Ярле резко тряхнул головой:
— Нет! Нет, нет, нет! Хердис вовсе не… но почему… Хердис?
— А это она мне позвонила…
— А ты кто? — повторила Лотта. Она склонила голову набок и сунула указательный палец в щербинку между передними зубами.
Сара осторожно прокашлялась и слабо улыбнулась девочке:
— Я… но… А сколько тебе лет, деточка?
Сара опустилась на корточки перед девочкой, и глаза у нее покраснели.
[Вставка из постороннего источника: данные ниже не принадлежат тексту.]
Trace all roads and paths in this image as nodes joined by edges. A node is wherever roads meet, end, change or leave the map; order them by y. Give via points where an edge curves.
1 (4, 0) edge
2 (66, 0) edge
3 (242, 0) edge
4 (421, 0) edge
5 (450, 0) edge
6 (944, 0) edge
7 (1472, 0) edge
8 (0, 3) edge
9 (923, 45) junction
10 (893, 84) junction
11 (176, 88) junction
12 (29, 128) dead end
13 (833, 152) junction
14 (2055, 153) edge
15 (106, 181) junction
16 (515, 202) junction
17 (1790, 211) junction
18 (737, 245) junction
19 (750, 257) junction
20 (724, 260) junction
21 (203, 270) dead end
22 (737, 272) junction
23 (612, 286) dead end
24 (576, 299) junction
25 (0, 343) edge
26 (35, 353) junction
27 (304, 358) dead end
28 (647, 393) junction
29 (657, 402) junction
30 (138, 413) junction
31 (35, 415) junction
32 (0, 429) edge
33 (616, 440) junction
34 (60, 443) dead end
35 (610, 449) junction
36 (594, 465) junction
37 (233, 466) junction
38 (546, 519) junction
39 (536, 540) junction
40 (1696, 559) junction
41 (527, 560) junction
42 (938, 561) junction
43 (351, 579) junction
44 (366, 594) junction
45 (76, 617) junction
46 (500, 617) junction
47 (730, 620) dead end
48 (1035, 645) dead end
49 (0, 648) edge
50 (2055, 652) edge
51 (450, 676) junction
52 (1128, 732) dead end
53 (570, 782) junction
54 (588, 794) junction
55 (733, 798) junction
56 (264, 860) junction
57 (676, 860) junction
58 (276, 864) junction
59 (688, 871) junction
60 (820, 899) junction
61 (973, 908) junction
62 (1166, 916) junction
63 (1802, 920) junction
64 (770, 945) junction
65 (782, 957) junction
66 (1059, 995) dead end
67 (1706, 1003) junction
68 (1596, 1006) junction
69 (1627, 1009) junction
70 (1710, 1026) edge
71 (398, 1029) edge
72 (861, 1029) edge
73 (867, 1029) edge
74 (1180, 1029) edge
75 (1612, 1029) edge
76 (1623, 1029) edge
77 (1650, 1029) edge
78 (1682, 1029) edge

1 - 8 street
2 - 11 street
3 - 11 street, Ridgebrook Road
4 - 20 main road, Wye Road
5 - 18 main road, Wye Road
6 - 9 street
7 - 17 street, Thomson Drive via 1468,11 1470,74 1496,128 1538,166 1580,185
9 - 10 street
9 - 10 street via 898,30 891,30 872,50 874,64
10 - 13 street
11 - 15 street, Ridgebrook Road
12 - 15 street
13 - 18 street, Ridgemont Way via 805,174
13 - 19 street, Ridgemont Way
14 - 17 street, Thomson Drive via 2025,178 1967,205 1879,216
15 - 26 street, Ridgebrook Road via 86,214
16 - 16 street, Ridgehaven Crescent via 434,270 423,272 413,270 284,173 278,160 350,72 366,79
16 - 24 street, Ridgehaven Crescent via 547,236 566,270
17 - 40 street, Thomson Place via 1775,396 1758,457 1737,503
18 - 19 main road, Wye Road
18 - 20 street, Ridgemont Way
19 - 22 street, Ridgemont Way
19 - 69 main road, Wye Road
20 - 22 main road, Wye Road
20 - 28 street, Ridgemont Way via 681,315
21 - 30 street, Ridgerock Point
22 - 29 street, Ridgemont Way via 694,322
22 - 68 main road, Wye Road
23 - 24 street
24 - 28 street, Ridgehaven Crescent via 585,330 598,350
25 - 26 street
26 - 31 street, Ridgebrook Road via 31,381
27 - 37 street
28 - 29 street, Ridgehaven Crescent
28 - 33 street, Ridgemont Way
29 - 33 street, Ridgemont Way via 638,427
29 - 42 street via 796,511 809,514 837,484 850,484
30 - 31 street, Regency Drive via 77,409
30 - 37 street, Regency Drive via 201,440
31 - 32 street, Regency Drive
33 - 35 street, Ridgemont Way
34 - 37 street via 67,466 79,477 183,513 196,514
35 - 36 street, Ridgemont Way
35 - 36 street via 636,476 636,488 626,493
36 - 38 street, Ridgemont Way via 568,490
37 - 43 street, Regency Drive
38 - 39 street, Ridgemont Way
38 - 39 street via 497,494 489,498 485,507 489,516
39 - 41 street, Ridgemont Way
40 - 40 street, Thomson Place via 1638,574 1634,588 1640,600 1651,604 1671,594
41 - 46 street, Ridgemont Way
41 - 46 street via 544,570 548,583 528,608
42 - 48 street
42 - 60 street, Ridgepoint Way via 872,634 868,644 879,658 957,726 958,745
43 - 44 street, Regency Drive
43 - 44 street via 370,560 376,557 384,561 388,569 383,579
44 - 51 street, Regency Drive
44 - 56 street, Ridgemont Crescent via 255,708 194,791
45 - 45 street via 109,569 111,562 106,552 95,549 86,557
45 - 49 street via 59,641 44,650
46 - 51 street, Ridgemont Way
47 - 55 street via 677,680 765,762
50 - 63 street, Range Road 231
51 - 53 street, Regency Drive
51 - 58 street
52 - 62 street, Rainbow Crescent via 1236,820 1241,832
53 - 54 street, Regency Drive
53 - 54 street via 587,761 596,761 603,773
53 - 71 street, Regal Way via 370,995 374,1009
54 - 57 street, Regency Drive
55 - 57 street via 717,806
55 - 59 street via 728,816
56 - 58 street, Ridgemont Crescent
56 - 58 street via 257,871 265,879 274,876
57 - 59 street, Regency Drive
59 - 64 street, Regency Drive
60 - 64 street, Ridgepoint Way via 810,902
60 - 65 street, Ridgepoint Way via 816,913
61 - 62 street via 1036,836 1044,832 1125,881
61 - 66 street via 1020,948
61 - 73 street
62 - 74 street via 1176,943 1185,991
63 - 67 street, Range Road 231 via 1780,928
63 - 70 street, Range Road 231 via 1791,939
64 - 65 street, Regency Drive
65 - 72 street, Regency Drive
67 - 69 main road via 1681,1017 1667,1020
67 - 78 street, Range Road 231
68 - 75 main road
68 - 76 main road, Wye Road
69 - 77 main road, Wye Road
И когда Лотта сказала: «Семь будет в четверг, а ты кто?» — у нее задрожали руки.
— Миленькая ты моя, — сказала Сара севшим голосом. —
Моя бабушка?
Сара кивнула.
Шарлотта Исабель с сомнением посмотрела в сторону Ярле, который в знак согласия вскинул брови.
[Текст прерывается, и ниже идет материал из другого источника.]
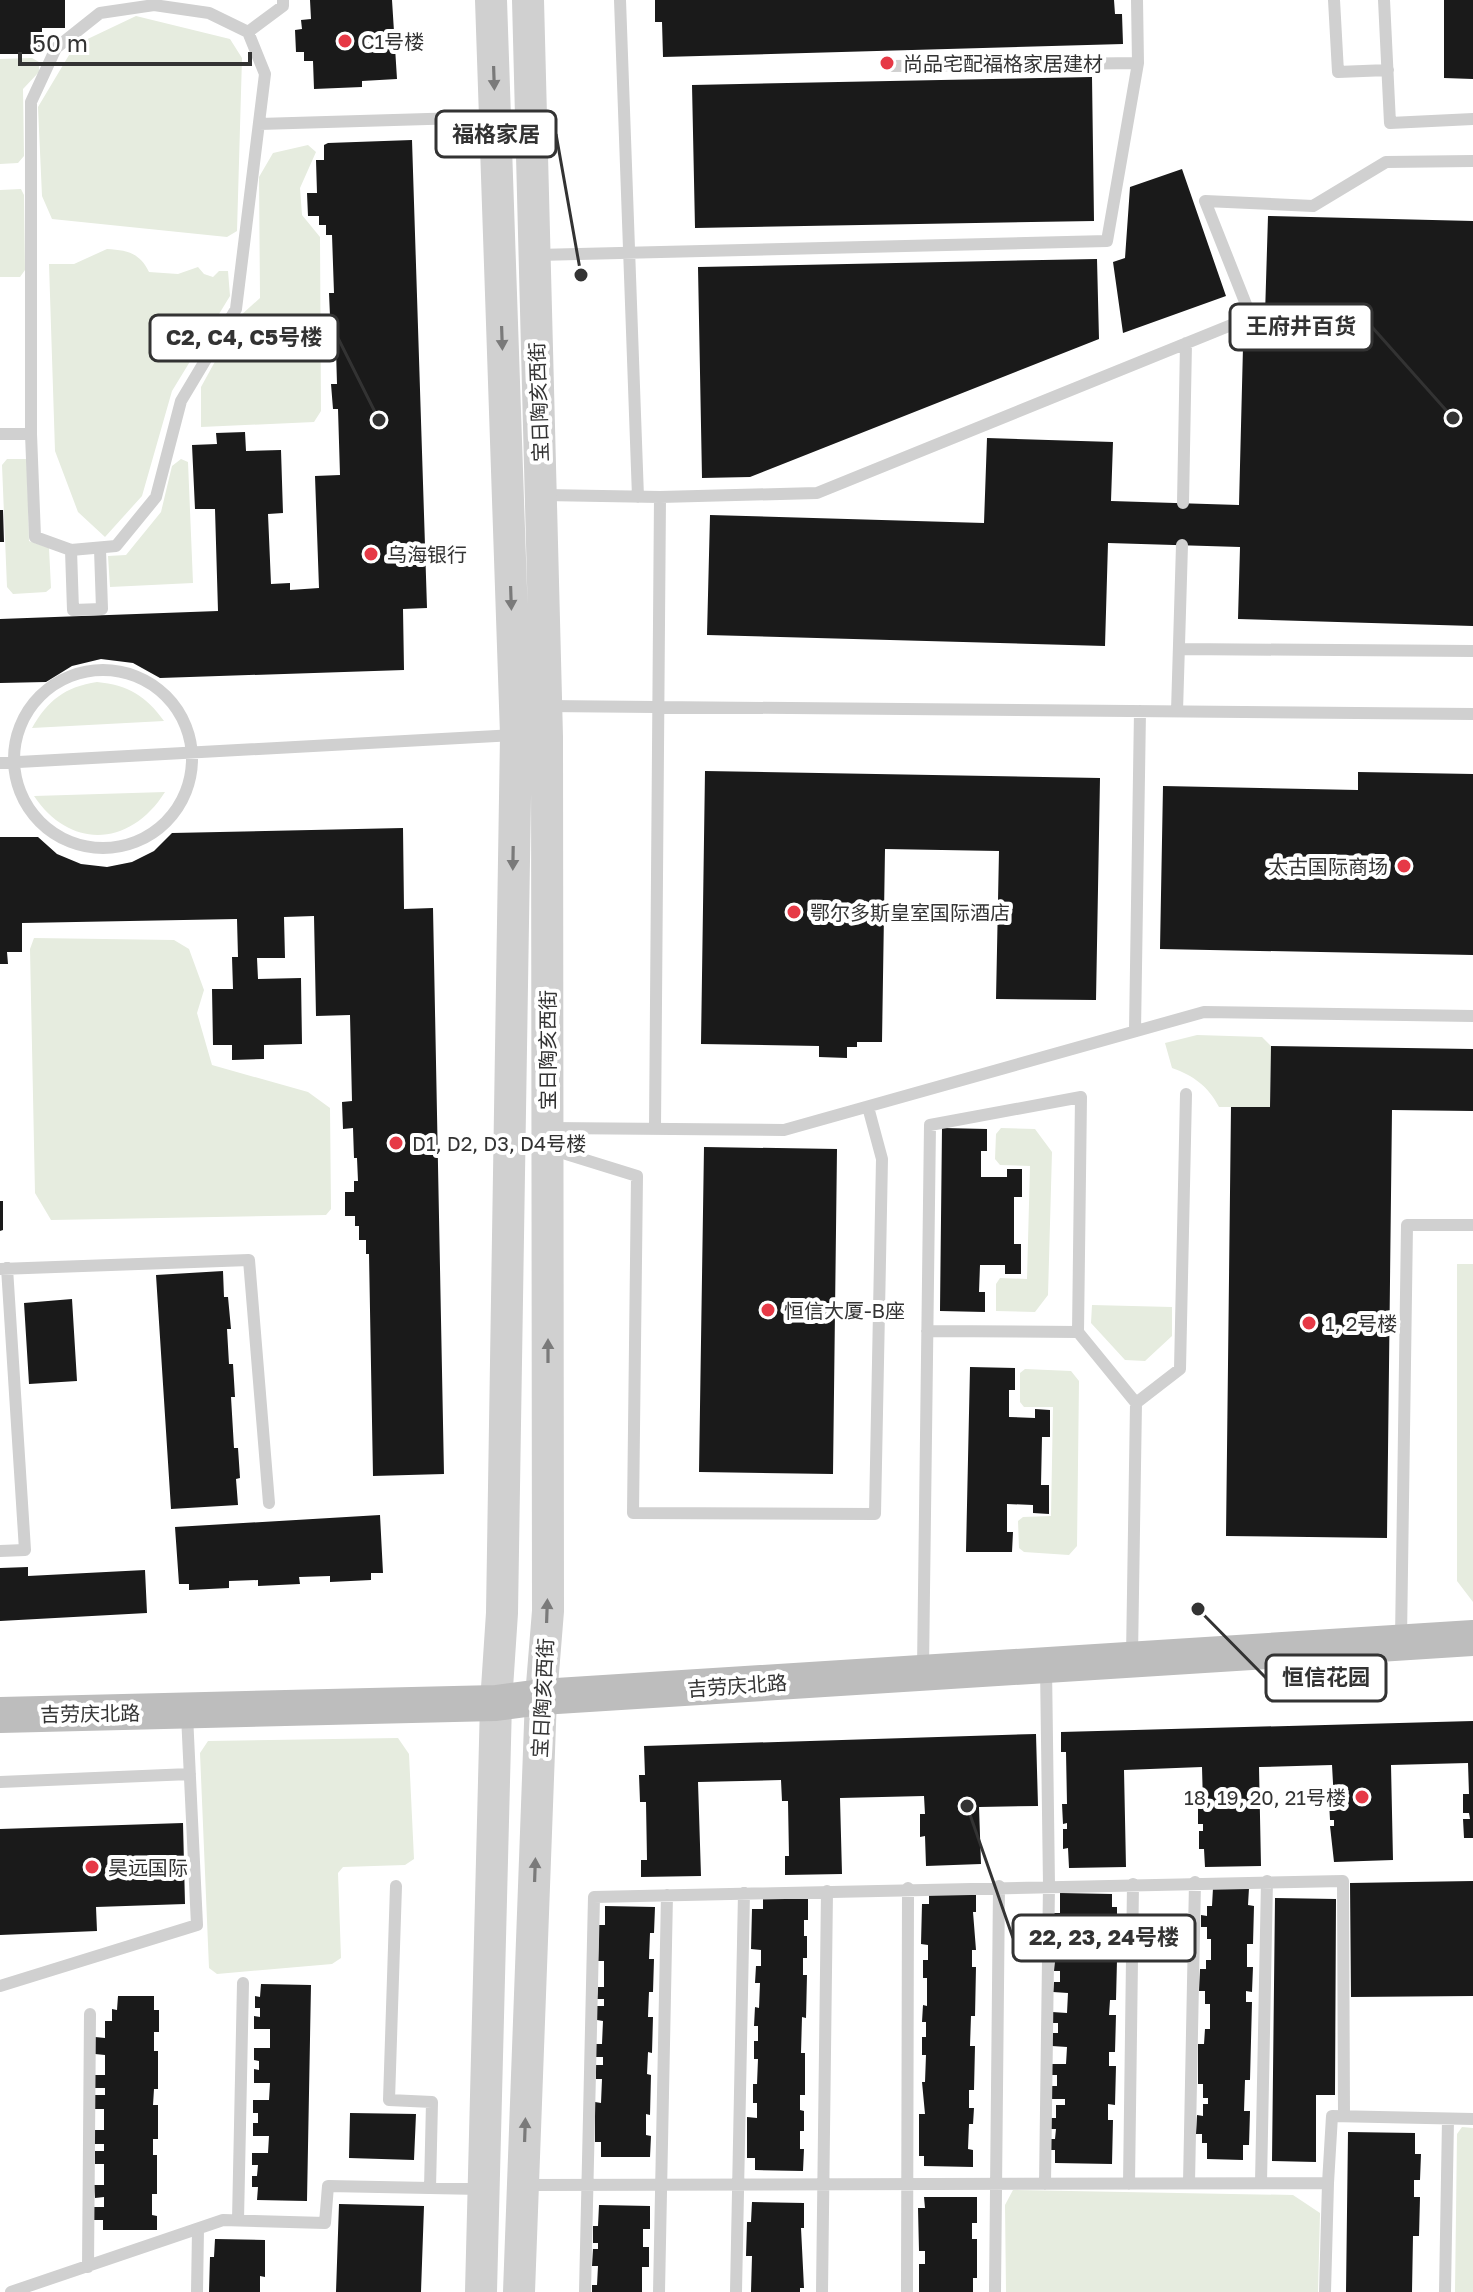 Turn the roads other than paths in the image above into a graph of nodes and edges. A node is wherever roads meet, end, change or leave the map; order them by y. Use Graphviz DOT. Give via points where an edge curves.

— Так у меня есть еще бабушка?
— Да, у тебя есть еще бабушка по папе, — шепнула Сара и крепко обняла ее. — Я только думала, что ты… чуточку поменьше.
— А я в своем классе третья по росту, — сказала Шарлотта Исабель.
Вечером накануне этой встречи, которую все трое — Ярле, Шарлотта Исабель и Сара Клепп — восприняли как одно из самых странных событий в жизни, дома у Сары Клепп, которой было за пятьдесят, когда все это произошло, зазвонил телефон. Мягкий женский голос с южным акцентом сообщил, как показалось Саре, преувеличенно любезно, почти так, как говорят представители высшего общества, что она ушла от Ярле и что он перенес это тяжело. Тот же самый женский голос, называвший себя «бывшая девушка Ярле» — с чем Саре пришлось смириться, хотя раньше она никогда о ней не слышала, — сообщил еще, что Ярле после этого события казался несколько неуравновешенным, может быть, не совсем в себе и ему, возможно, требуется помощь. Потом эта же самая девка сказала Саре, что она не знает, что и делать, что она совсем не уверена, что поступает правильно, но дело в том, что Ярле часто рассказывал о своей матери — «да, о вас» — тепло и с любовью, и поэтому она все-таки решилась позвонить. И тот же самый голос, который, как заключила Сара в процессе разговора, принадлежал человеку, женщине, которая Ярле не любила, но пристроилась к нему и сумела заставить его петь древнейшие песни, выложил ей в конце концов, что у Ярле есть дочь.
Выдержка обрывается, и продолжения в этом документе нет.